Stored data –

****************************************

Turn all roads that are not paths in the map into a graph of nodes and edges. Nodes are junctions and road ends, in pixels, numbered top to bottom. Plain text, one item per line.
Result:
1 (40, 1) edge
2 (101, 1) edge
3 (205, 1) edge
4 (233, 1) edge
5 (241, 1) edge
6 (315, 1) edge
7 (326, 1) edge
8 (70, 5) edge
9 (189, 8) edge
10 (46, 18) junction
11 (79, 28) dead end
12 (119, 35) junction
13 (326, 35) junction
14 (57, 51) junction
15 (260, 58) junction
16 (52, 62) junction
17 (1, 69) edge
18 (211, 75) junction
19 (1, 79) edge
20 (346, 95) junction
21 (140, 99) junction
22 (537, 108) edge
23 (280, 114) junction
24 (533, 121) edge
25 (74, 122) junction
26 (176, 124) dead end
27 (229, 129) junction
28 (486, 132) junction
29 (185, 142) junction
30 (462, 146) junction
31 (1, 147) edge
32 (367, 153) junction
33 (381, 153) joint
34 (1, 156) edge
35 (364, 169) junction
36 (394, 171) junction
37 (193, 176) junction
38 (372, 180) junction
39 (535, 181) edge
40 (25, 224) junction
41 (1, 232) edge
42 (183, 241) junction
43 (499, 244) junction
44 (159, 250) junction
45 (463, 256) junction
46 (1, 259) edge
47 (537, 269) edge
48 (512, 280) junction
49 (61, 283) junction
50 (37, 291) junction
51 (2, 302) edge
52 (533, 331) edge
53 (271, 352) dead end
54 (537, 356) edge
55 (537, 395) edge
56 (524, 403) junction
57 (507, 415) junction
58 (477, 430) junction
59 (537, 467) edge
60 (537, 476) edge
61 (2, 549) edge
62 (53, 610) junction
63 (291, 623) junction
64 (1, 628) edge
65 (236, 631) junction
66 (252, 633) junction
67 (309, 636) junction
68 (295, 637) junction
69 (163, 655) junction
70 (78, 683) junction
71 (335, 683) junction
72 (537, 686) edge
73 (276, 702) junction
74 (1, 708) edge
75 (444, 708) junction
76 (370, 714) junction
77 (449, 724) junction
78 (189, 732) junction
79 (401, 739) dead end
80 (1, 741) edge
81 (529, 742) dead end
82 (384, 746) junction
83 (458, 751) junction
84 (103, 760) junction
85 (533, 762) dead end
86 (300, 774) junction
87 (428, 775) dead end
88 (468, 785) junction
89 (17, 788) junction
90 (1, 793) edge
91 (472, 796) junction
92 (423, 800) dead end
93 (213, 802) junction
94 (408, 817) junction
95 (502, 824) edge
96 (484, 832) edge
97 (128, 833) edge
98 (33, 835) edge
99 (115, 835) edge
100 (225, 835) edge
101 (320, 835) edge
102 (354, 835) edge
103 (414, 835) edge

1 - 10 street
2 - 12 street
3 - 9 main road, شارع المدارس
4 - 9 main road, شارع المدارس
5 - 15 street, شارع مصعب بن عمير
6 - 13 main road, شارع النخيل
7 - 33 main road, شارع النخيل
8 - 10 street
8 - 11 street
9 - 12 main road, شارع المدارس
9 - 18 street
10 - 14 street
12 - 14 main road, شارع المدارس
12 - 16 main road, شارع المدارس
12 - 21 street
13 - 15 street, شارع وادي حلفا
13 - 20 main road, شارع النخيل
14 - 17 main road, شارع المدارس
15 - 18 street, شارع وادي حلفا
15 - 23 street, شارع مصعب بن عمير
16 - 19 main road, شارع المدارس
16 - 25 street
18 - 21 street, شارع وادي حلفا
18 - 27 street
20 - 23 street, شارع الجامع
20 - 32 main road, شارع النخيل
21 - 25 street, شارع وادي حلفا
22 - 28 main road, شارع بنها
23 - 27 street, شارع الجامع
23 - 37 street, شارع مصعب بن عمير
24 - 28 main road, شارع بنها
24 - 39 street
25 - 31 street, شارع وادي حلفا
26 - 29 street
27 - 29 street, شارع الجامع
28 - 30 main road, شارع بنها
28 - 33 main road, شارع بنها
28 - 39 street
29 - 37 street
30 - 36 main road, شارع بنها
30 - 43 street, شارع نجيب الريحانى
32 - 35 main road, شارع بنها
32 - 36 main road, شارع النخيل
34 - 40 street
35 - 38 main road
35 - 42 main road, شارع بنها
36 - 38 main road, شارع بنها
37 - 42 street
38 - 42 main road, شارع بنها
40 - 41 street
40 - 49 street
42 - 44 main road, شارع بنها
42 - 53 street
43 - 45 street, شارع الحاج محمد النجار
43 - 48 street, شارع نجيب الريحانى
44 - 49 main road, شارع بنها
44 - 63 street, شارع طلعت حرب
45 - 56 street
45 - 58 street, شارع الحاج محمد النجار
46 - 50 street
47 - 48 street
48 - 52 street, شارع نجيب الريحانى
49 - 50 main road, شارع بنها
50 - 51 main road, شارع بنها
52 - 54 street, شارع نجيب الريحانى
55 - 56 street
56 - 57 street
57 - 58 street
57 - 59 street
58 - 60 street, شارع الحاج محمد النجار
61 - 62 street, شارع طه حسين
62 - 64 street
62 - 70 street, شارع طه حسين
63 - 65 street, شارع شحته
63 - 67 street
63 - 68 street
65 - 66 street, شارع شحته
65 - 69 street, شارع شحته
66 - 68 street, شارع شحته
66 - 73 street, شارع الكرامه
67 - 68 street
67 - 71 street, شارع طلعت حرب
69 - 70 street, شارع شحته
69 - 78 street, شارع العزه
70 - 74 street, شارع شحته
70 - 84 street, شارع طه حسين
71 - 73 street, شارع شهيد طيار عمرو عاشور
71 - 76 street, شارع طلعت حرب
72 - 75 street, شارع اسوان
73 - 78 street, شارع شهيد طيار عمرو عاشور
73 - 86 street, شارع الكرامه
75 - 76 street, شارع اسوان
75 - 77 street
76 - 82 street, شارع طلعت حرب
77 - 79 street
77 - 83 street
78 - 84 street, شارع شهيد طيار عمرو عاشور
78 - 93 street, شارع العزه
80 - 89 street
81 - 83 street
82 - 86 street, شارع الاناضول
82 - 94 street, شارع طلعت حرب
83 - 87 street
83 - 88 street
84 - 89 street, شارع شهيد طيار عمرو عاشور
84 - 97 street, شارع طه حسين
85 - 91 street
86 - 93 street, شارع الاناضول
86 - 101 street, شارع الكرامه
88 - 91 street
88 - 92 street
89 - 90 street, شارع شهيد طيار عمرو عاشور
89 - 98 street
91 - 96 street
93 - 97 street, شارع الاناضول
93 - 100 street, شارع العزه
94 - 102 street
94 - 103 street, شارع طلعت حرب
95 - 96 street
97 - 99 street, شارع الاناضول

****************************************

Task brief – An exact, complete copy of the records is the expected answer.

Finished exercise –
Turn all roads that are not paths in the map into a graph of nodes and edges. Nodes are junctions and road ends, in pixels, numbered top to bottom. Plain text, one item per line.
Result:
1 (40, 1) edge
2 (101, 1) edge
3 (205, 1) edge
4 (233, 1) edge
5 (241, 1) edge
6 (315, 1) edge
7 (326, 1) edge
8 (70, 5) edge
9 (189, 8) edge
10 (46, 18) junction
11 (79, 28) dead end
12 (119, 35) junction
13 (326, 35) junction
14 (57, 51) junction
15 (260, 58) junction
16 (52, 62) junction
17 (1, 69) edge
18 (211, 75) junction
19 (1, 79) edge
20 (346, 95) junction
21 (140, 99) junction
22 (537, 108) edge
23 (280, 114) junction
24 (533, 121) edge
25 (74, 122) junction
26 (176, 124) dead end
27 (229, 129) junction
28 (486, 132) junction
29 (185, 142) junction
30 (462, 146) junction
31 (1, 147) edge
32 (367, 153) junction
33 (381, 153) joint
34 (1, 156) edge
35 (364, 169) junction
36 (394, 171) junction
37 (193, 176) junction
38 (372, 180) junction
39 (535, 181) edge
40 (25, 224) junction
41 (1, 232) edge
42 (183, 241) junction
43 (499, 244) junction
44 (159, 250) junction
45 (463, 256) junction
46 (1, 259) edge
47 (537, 269) edge
48 (512, 280) junction
49 (61, 283) junction
50 (37, 291) junction
51 (2, 302) edge
52 (533, 331) edge
53 (271, 352) dead end
54 (537, 356) edge
55 (537, 395) edge
56 (524, 403) junction
57 (507, 415) junction
58 (477, 430) junction
59 (537, 467) edge
60 (537, 476) edge
61 (2, 549) edge
62 (53, 610) junction
63 (291, 623) junction
64 (1, 628) edge
65 (236, 631) junction
66 (252, 633) junction
67 (309, 636) junction
68 (295, 637) junction
69 (163, 655) junction
70 (78, 683) junction
71 (335, 683) junction
72 (537, 686) edge
73 (276, 702) junction
74 (1, 708) edge
75 (444, 708) junction
76 (370, 714) junction
77 (449, 724) junction
78 (189, 732) junction
79 (401, 739) dead end
80 (1, 741) edge
81 (529, 742) dead end
82 (384, 746) junction
83 (458, 751) junction
84 (103, 760) junction
85 (533, 762) dead end
86 (300, 774) junction
87 (428, 775) dead end
88 (468, 785) junction
89 (17, 788) junction
90 (1, 793) edge
91 (472, 796) junction
92 (423, 800) dead end
93 (213, 802) junction
94 (408, 817) junction
95 (502, 824) edge
96 (484, 832) edge
97 (128, 833) edge
98 (33, 835) edge
99 (115, 835) edge
100 (225, 835) edge
101 (320, 835) edge
102 (354, 835) edge
103 (414, 835) edge

1 - 10 street
2 - 12 street
3 - 9 main road, شارع المدارس
4 - 9 main road, شارع المدارس
5 - 15 street, شارع مصعب بن عمير
6 - 13 main road, شارع النخيل
7 - 33 main road, شارع النخيل
8 - 10 street
8 - 11 street
9 - 12 main road, شارع المدارس
9 - 18 street
10 - 14 street
12 - 14 main road, شارع المدارس
12 - 16 main road, شارع المدارس
12 - 21 street
13 - 15 street, شارع وادي حلفا
13 - 20 main road, شارع النخيل
14 - 17 main road, شارع المدارس
15 - 18 street, شارع وادي حلفا
15 - 23 street, شارع مصعب بن عمير
16 - 19 main road, شارع المدارس
16 - 25 street
18 - 21 street, شارع وادي حلفا
18 - 27 street
20 - 23 street, شارع الجامع
20 - 32 main road, شارع النخيل
21 - 25 street, شارع وادي حلفا
22 - 28 main road, شارع بنها
23 - 27 street, شارع الجامع
23 - 37 street, شارع مصعب بن عمير
24 - 28 main road, شارع بنها
24 - 39 street
25 - 31 street, شارع وادي حلفا
26 - 29 street
27 - 29 street, شارع الجامع
28 - 30 main road, شارع بنها
28 - 33 main road, شارع بنها
28 - 39 street
29 - 37 street
30 - 36 main road, شارع بنها
30 - 43 street, شارع نجيب الريحانى
32 - 35 main road, شارع بنها
32 - 36 main road, شارع النخيل
34 - 40 street
35 - 38 main road
35 - 42 main road, شارع بنها
36 - 38 main road, شارع بنها
37 - 42 street
38 - 42 main road, شارع بنها
40 - 41 street
40 - 49 street
42 - 44 main road, شارع بنها
42 - 53 street
43 - 45 street, شارع الحاج محمد النجار
43 - 48 street, شارع نجيب الريحانى
44 - 49 main road, شارع بنها
44 - 63 street, شارع طلعت حرب
45 - 56 street
45 - 58 street, شارع الحاج محمد النجار
46 - 50 street
47 - 48 street
48 - 52 street, شارع نجيب الريحانى
49 - 50 main road, شارع بنها
50 - 51 main road, شارع بنها
52 - 54 street, شارع نجيب الريحانى
55 - 56 street
56 - 57 street
57 - 58 street
57 - 59 street
58 - 60 street, شارع الحاج محمد النجار
61 - 62 street, شارع طه حسين
62 - 64 street
62 - 70 street, شارع طه حسين
63 - 65 street, شارع شحته
63 - 67 street
63 - 68 street
65 - 66 street, شارع شحته
65 - 69 street, شارع شحته
66 - 68 street, شارع شحته
66 - 73 street, شارع الكرامه
67 - 68 street
67 - 71 street, شارع طلعت حرب
69 - 70 street, شارع شحته
69 - 78 street, شارع العزه
70 - 74 street, شارع شحته
70 - 84 street, شارع طه حسين
71 - 73 street, شارع شهيد طيار عمرو عاشور
71 - 76 street, شارع طلعت حرب
72 - 75 street, شارع اسوان
73 - 78 street, شارع شهيد طيار عمرو عاشور
73 - 86 street, شارع الكرامه
75 - 76 street, شارع اسوان
75 - 77 street
76 - 82 street, شارع طلعت حرب
77 - 79 street
77 - 83 street
78 - 84 street, شارع شهيد طيار عمرو عاشور
78 - 93 street, شارع العزه
80 - 89 street
81 - 83 street
82 - 86 street, شارع الاناضول
82 - 94 street, شارع طلعت حرب
83 - 87 street
83 - 88 street
84 - 89 street, شارع شهيد طيار عمرو عاشور
84 - 97 street, شارع طه حسين
85 - 91 street
86 - 93 street, شارع الاناضول
86 - 101 street, شارع الكرامه
88 - 91 street
88 - 92 street
89 - 90 street, شارع شهيد طيار عمرو عاشور
89 - 98 street
91 - 96 street
93 - 97 street, شارع الاناضول
93 - 100 street, شارع العزه
94 - 102 street
94 - 103 street, شارع طلعت حرب
95 - 96 street
97 - 99 street, شارع الاناضول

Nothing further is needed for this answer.